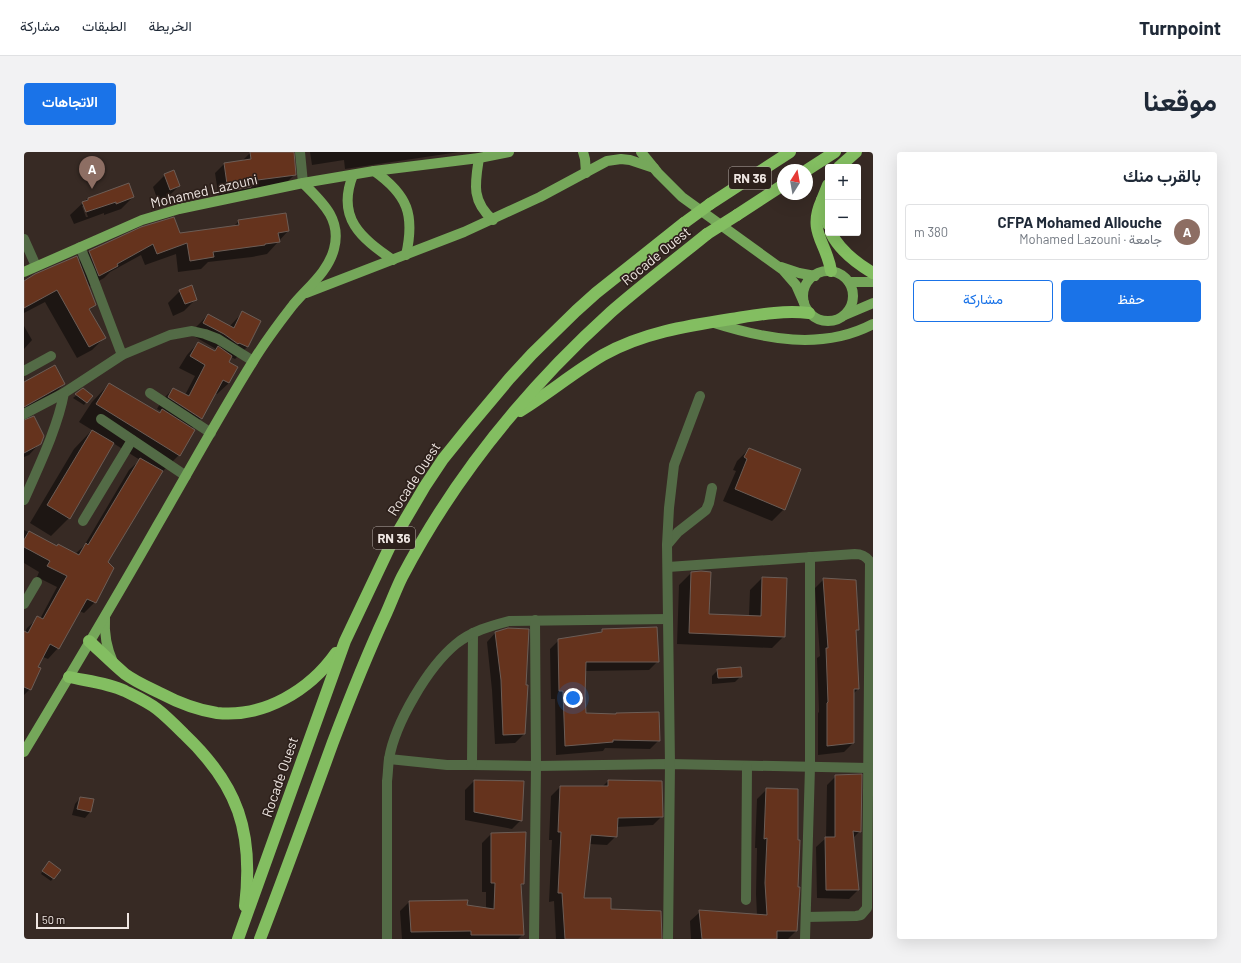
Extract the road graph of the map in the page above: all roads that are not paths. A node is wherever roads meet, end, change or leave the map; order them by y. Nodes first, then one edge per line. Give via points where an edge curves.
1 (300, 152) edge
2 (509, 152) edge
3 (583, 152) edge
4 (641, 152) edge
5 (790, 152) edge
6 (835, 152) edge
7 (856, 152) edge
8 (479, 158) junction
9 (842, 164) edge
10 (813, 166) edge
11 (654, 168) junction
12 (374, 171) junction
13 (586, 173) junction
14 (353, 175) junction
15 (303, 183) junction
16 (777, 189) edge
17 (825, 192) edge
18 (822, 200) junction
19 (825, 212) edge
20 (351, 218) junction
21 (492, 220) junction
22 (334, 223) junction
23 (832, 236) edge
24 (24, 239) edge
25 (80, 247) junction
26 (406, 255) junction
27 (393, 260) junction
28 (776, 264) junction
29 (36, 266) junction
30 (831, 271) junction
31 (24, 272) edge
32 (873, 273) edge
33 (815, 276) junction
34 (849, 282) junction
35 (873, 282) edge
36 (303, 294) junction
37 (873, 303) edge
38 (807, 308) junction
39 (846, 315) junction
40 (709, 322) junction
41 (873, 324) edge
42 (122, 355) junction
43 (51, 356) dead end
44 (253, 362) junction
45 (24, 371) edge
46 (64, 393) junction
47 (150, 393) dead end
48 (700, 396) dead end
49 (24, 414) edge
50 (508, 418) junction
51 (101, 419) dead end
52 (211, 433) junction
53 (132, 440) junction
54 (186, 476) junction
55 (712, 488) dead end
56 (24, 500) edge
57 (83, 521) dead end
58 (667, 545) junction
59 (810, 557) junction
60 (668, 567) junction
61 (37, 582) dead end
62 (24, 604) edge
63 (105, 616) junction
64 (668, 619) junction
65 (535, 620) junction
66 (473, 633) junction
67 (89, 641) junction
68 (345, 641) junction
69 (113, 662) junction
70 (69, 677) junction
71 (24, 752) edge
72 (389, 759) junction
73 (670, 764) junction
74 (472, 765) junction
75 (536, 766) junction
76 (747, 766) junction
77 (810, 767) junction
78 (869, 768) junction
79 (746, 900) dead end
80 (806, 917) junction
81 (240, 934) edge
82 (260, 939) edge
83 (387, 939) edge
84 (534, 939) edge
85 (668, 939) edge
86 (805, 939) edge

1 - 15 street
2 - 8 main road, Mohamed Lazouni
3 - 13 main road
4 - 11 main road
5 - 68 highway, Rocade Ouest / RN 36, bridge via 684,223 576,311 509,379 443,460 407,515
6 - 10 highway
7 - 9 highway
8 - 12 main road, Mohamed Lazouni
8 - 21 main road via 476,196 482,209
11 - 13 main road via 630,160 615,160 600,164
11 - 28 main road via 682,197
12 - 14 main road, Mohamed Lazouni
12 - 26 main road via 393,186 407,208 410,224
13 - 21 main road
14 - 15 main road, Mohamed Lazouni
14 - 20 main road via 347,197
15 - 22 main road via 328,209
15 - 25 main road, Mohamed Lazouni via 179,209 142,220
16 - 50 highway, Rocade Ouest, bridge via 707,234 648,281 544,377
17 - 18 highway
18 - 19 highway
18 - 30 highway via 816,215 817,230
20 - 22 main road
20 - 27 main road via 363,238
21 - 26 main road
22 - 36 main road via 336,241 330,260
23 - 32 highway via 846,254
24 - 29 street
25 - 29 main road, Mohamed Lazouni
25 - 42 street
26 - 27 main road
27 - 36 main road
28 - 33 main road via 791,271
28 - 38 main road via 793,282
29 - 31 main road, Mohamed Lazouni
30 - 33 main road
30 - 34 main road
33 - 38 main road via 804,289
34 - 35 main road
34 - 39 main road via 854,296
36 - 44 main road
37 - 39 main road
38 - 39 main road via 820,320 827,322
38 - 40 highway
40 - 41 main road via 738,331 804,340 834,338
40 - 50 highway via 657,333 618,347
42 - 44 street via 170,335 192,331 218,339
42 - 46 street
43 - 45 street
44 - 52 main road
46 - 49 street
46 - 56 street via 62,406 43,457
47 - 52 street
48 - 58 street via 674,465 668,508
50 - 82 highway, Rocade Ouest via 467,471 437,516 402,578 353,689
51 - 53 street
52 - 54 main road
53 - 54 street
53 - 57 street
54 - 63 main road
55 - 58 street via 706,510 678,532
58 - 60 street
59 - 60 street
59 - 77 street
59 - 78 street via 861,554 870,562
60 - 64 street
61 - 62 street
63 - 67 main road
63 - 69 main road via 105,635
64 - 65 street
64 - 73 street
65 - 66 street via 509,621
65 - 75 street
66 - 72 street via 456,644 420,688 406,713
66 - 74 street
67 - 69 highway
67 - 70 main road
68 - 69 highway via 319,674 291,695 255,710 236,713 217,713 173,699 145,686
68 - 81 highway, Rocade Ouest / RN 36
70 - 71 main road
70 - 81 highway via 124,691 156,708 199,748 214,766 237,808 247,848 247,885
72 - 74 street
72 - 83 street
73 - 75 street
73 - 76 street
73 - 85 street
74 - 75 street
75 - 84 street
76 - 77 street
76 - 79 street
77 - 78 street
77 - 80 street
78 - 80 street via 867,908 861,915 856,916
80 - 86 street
════════════════
No pictures, please. Output the listing above exactly as it stands.

◆ RESPONSE
Extract the road graph of the map in the page above: all roads that are not paths. A node is wherever roads meet, end, change or leave the map; order them by y. Nodes first, then one edge per line. Give via points where an edge curves.
1 (300, 152) edge
2 (509, 152) edge
3 (583, 152) edge
4 (641, 152) edge
5 (790, 152) edge
6 (835, 152) edge
7 (856, 152) edge
8 (479, 158) junction
9 (842, 164) edge
10 (813, 166) edge
11 (654, 168) junction
12 (374, 171) junction
13 (586, 173) junction
14 (353, 175) junction
15 (303, 183) junction
16 (777, 189) edge
17 (825, 192) edge
18 (822, 200) junction
19 (825, 212) edge
20 (351, 218) junction
21 (492, 220) junction
22 (334, 223) junction
23 (832, 236) edge
24 (24, 239) edge
25 (80, 247) junction
26 (406, 255) junction
27 (393, 260) junction
28 (776, 264) junction
29 (36, 266) junction
30 (831, 271) junction
31 (24, 272) edge
32 (873, 273) edge
33 (815, 276) junction
34 (849, 282) junction
35 (873, 282) edge
36 (303, 294) junction
37 (873, 303) edge
38 (807, 308) junction
39 (846, 315) junction
40 (709, 322) junction
41 (873, 324) edge
42 (122, 355) junction
43 (51, 356) dead end
44 (253, 362) junction
45 (24, 371) edge
46 (64, 393) junction
47 (150, 393) dead end
48 (700, 396) dead end
49 (24, 414) edge
50 (508, 418) junction
51 (101, 419) dead end
52 (211, 433) junction
53 (132, 440) junction
54 (186, 476) junction
55 (712, 488) dead end
56 (24, 500) edge
57 (83, 521) dead end
58 (667, 545) junction
59 (810, 557) junction
60 (668, 567) junction
61 (37, 582) dead end
62 (24, 604) edge
63 (105, 616) junction
64 (668, 619) junction
65 (535, 620) junction
66 (473, 633) junction
67 (89, 641) junction
68 (345, 641) junction
69 (113, 662) junction
70 (69, 677) junction
71 (24, 752) edge
72 (389, 759) junction
73 (670, 764) junction
74 (472, 765) junction
75 (536, 766) junction
76 (747, 766) junction
77 (810, 767) junction
78 (869, 768) junction
79 (746, 900) dead end
80 (806, 917) junction
81 (240, 934) edge
82 (260, 939) edge
83 (387, 939) edge
84 (534, 939) edge
85 (668, 939) edge
86 (805, 939) edge

1 - 15 street
2 - 8 main road, Mohamed Lazouni
3 - 13 main road
4 - 11 main road
5 - 68 highway, Rocade Ouest / RN 36, bridge via 684,223 576,311 509,379 443,460 407,515
6 - 10 highway
7 - 9 highway
8 - 12 main road, Mohamed Lazouni
8 - 21 main road via 476,196 482,209
11 - 13 main road via 630,160 615,160 600,164
11 - 28 main road via 682,197
12 - 14 main road, Mohamed Lazouni
12 - 26 main road via 393,186 407,208 410,224
13 - 21 main road
14 - 15 main road, Mohamed Lazouni
14 - 20 main road via 347,197
15 - 22 main road via 328,209
15 - 25 main road, Mohamed Lazouni via 179,209 142,220
16 - 50 highway, Rocade Ouest, bridge via 707,234 648,281 544,377
17 - 18 highway
18 - 19 highway
18 - 30 highway via 816,215 817,230
20 - 22 main road
20 - 27 main road via 363,238
21 - 26 main road
22 - 36 main road via 336,241 330,260
23 - 32 highway via 846,254
24 - 29 street
25 - 29 main road, Mohamed Lazouni
25 - 42 street
26 - 27 main road
27 - 36 main road
28 - 33 main road via 791,271
28 - 38 main road via 793,282
29 - 31 main road, Mohamed Lazouni
30 - 33 main road
30 - 34 main road
33 - 38 main road via 804,289
34 - 35 main road
34 - 39 main road via 854,296
36 - 44 main road
37 - 39 main road
38 - 39 main road via 820,320 827,322
38 - 40 highway
40 - 41 main road via 738,331 804,340 834,338
40 - 50 highway via 657,333 618,347
42 - 44 street via 170,335 192,331 218,339
42 - 46 street
43 - 45 street
44 - 52 main road
46 - 49 street
46 - 56 street via 62,406 43,457
47 - 52 street
48 - 58 street via 674,465 668,508
50 - 82 highway, Rocade Ouest via 467,471 437,516 402,578 353,689
51 - 53 street
52 - 54 main road
53 - 54 street
53 - 57 street
54 - 63 main road
55 - 58 street via 706,510 678,532
58 - 60 street
59 - 60 street
59 - 77 street
59 - 78 street via 861,554 870,562
60 - 64 street
61 - 62 street
63 - 67 main road
63 - 69 main road via 105,635
64 - 65 street
64 - 73 street
65 - 66 street via 509,621
65 - 75 street
66 - 72 street via 456,644 420,688 406,713
66 - 74 street
67 - 69 highway
67 - 70 main road
68 - 69 highway via 319,674 291,695 255,710 236,713 217,713 173,699 145,686
68 - 81 highway, Rocade Ouest / RN 36
70 - 71 main road
70 - 81 highway via 124,691 156,708 199,748 214,766 237,808 247,848 247,885
72 - 74 street
72 - 83 street
73 - 75 street
73 - 76 street
73 - 85 street
74 - 75 street
75 - 84 street
76 - 77 street
76 - 79 street
77 - 78 street
77 - 80 street
78 - 80 street via 867,908 861,915 856,916
80 - 86 street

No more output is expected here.